## Goal of the exercise
The answer is a single figure: how many lines below contain the word "paths".

## Records for the exercise
╔══

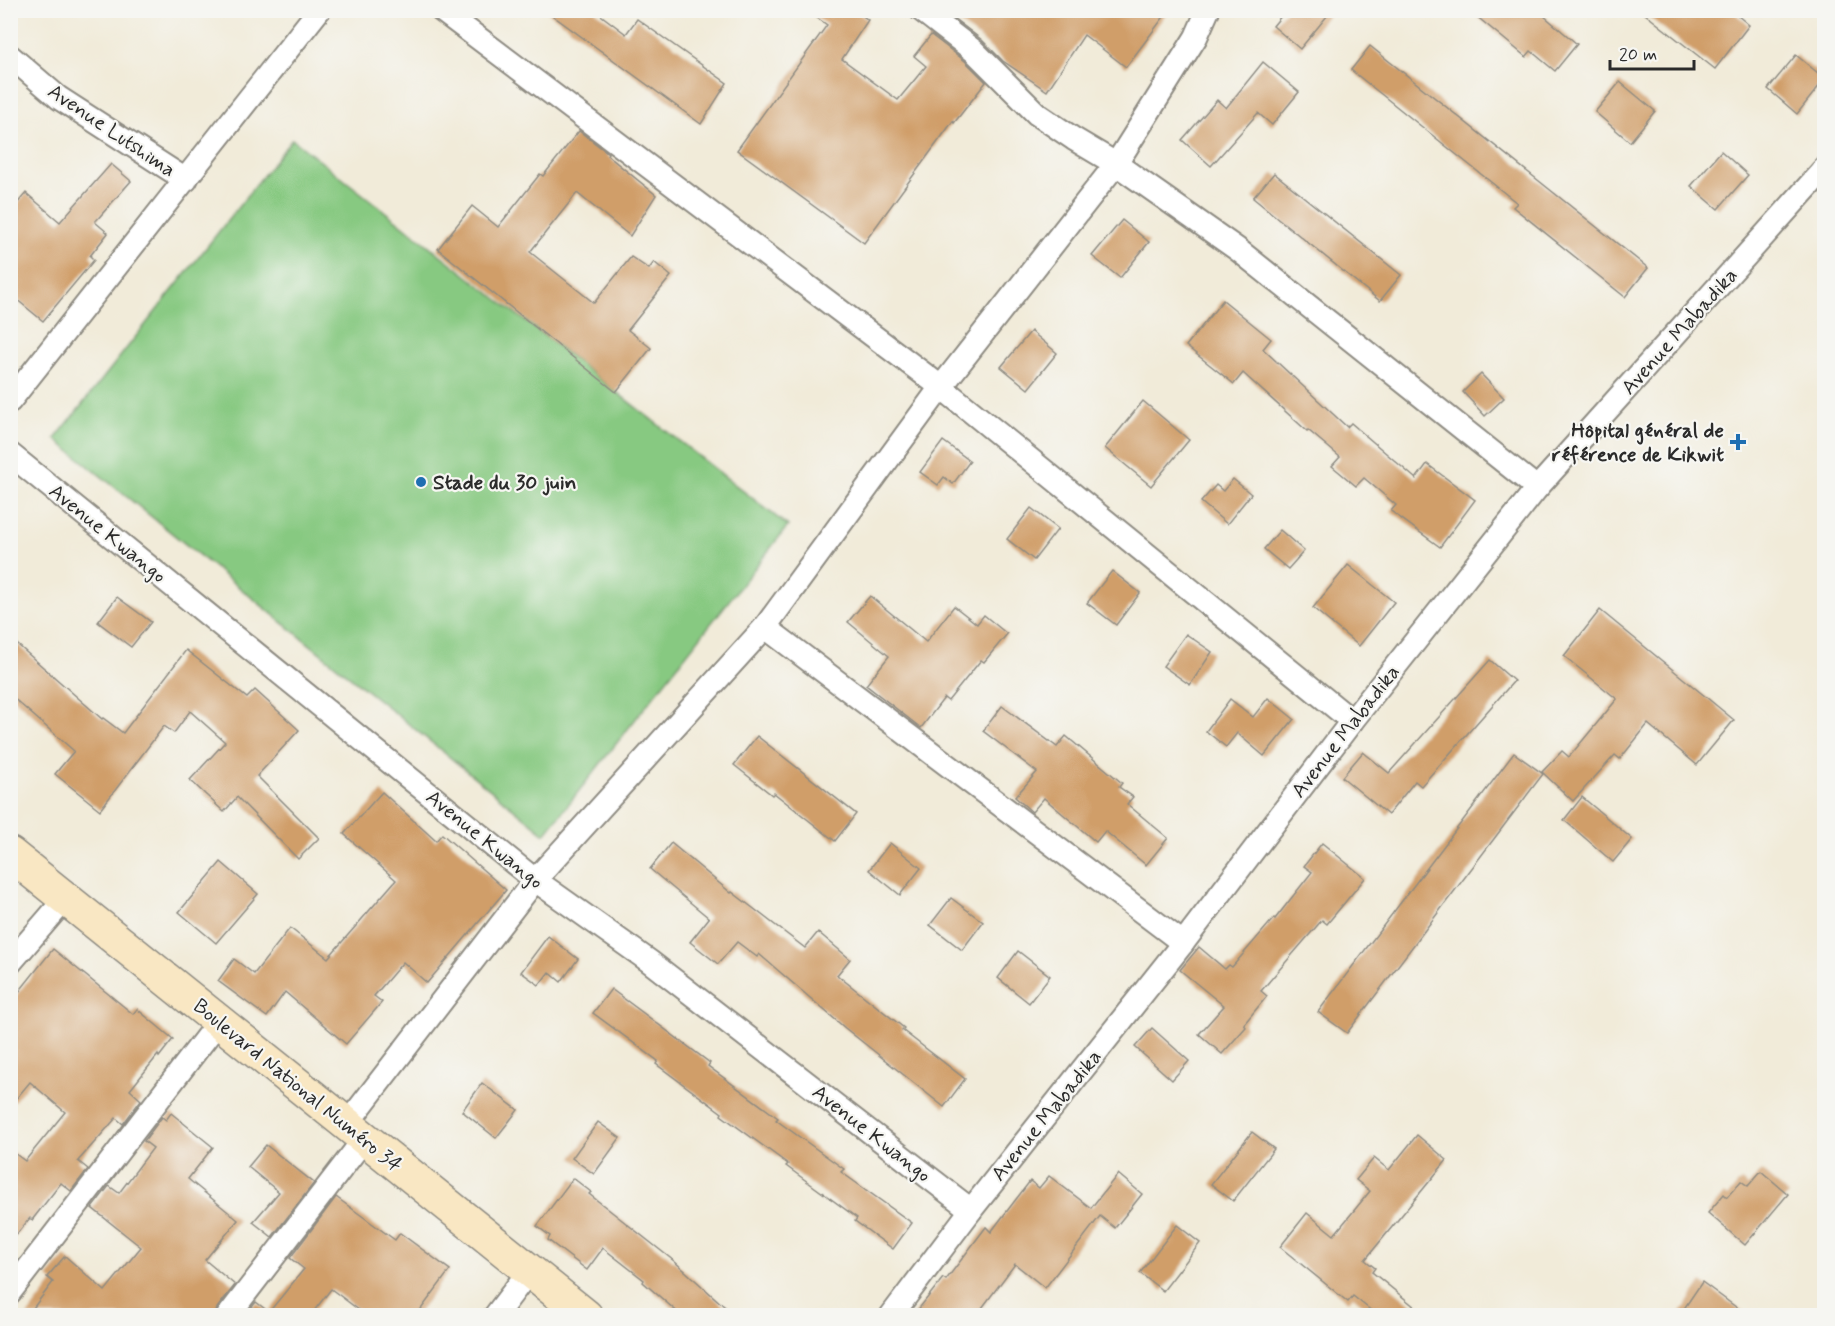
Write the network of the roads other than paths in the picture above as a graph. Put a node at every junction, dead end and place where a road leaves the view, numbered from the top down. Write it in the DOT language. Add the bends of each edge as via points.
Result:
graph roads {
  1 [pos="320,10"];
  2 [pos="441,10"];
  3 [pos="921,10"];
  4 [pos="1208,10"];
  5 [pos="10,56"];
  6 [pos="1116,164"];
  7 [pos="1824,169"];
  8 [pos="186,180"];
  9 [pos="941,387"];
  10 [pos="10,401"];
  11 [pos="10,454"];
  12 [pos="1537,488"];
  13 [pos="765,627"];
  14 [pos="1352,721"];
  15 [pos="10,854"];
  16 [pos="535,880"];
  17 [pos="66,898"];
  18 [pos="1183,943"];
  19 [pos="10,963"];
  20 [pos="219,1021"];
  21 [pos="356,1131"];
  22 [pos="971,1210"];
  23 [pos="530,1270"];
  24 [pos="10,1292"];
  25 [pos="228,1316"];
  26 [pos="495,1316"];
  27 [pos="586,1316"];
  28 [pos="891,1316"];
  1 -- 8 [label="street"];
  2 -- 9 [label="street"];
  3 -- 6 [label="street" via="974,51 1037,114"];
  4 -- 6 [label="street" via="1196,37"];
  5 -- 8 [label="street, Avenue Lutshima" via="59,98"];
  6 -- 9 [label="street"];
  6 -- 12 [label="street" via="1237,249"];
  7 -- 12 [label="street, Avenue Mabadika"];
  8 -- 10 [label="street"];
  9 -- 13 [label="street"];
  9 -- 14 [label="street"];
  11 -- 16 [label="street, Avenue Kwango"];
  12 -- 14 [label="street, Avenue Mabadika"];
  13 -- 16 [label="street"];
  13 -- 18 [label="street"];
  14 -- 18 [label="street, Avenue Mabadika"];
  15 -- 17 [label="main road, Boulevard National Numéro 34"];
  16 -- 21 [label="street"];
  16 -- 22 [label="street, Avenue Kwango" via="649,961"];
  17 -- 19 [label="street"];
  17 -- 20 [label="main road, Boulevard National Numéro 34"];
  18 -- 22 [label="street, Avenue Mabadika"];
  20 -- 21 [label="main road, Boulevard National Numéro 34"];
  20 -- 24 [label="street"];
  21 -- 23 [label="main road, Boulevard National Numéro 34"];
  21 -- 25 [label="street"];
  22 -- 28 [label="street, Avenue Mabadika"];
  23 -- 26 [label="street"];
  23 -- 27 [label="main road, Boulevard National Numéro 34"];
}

╚══
╔══

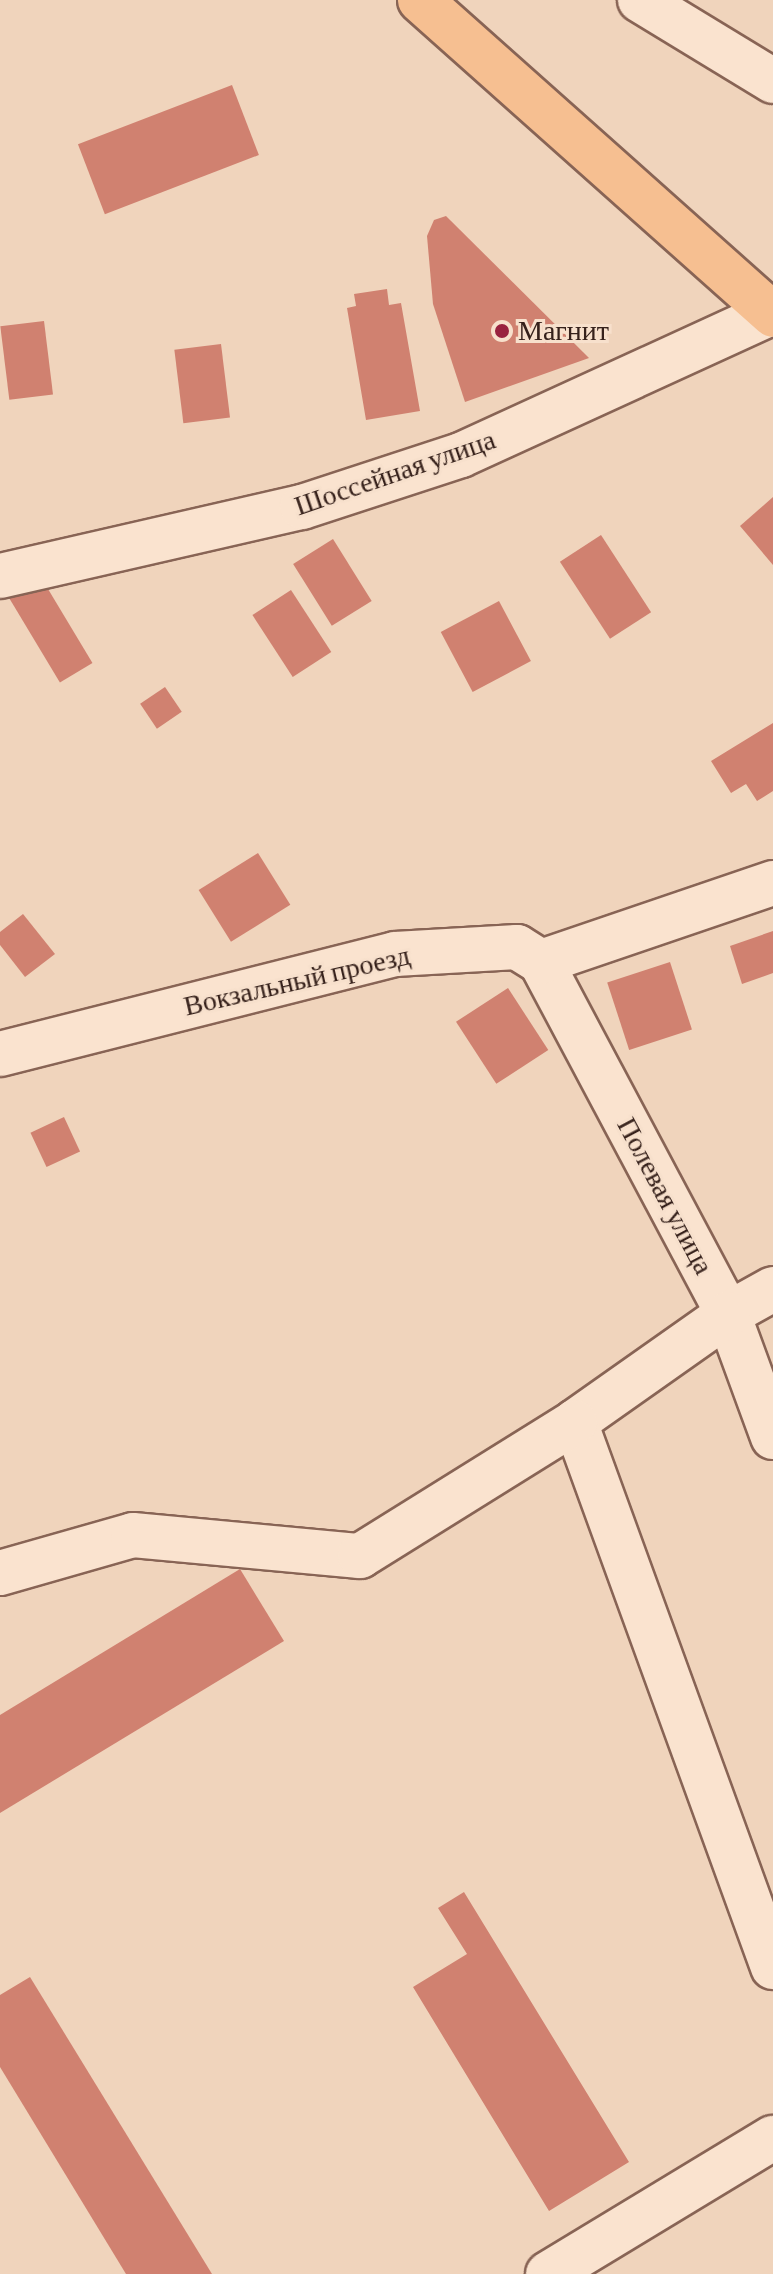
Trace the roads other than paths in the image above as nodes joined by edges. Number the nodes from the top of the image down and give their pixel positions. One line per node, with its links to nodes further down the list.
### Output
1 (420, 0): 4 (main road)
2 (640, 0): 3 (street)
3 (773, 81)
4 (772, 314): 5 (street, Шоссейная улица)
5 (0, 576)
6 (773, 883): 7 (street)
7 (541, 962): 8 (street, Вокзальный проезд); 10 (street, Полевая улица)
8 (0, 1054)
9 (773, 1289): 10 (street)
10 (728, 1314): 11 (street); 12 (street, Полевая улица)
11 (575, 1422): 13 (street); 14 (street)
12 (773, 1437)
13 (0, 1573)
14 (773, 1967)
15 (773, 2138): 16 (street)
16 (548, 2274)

╚══
╔══

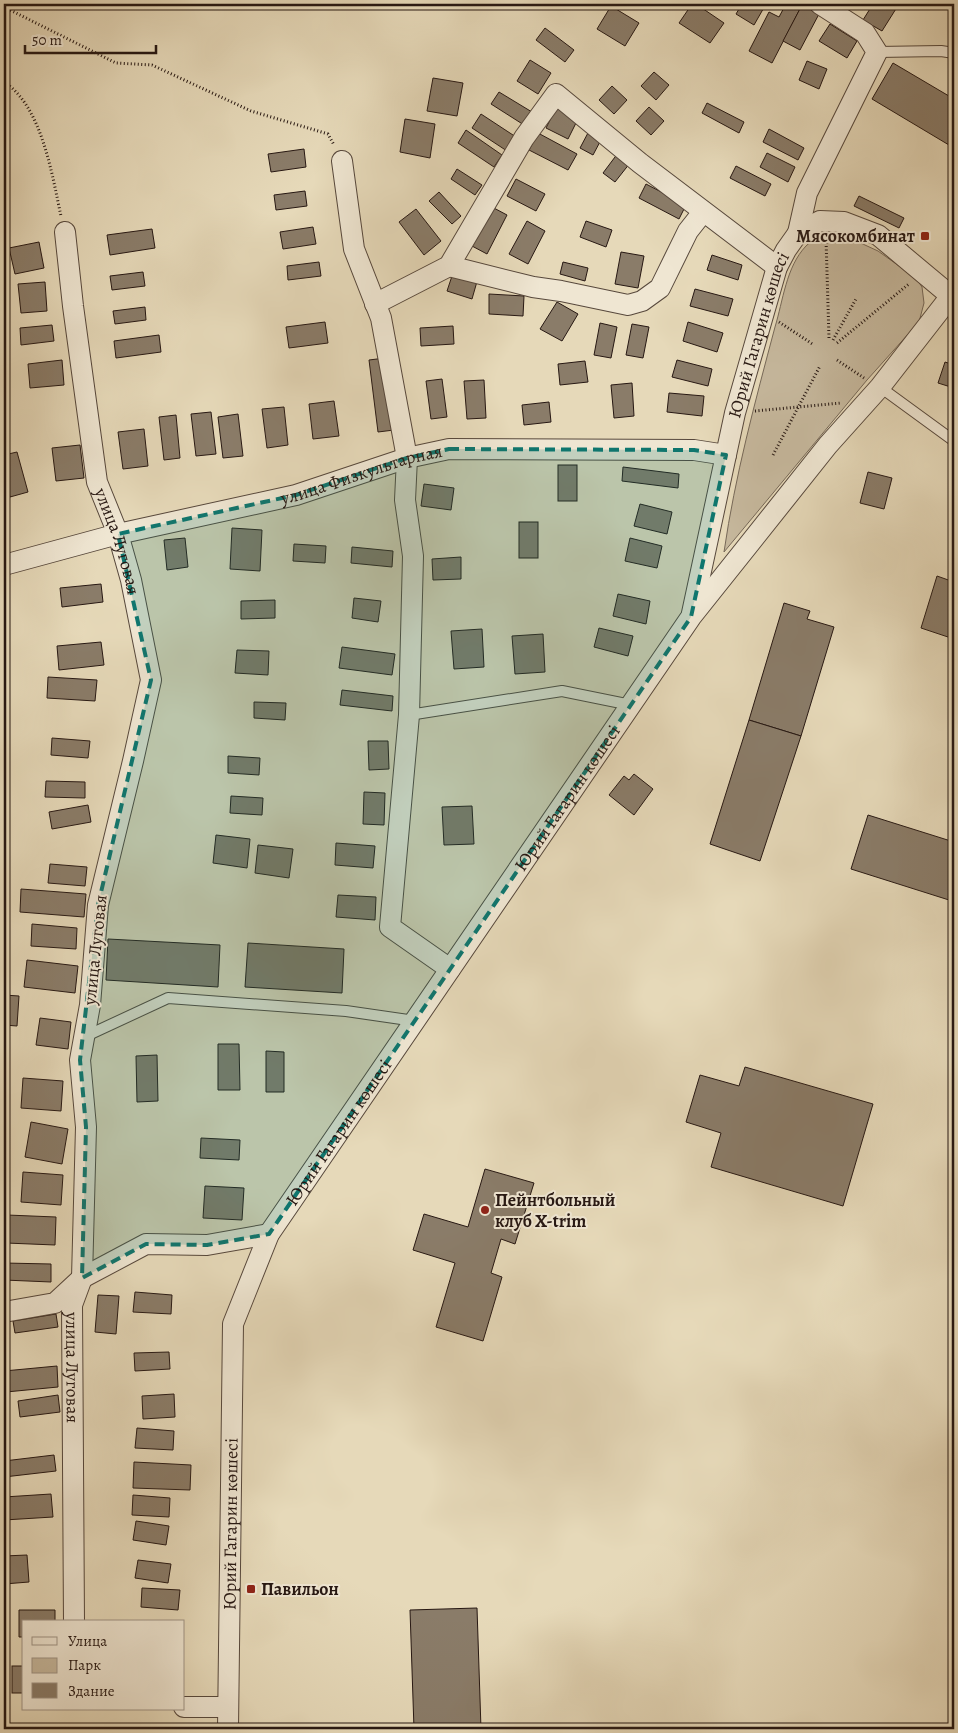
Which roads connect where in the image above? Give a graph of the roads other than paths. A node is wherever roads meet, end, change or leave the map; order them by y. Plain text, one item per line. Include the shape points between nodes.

╚══

## Task response
3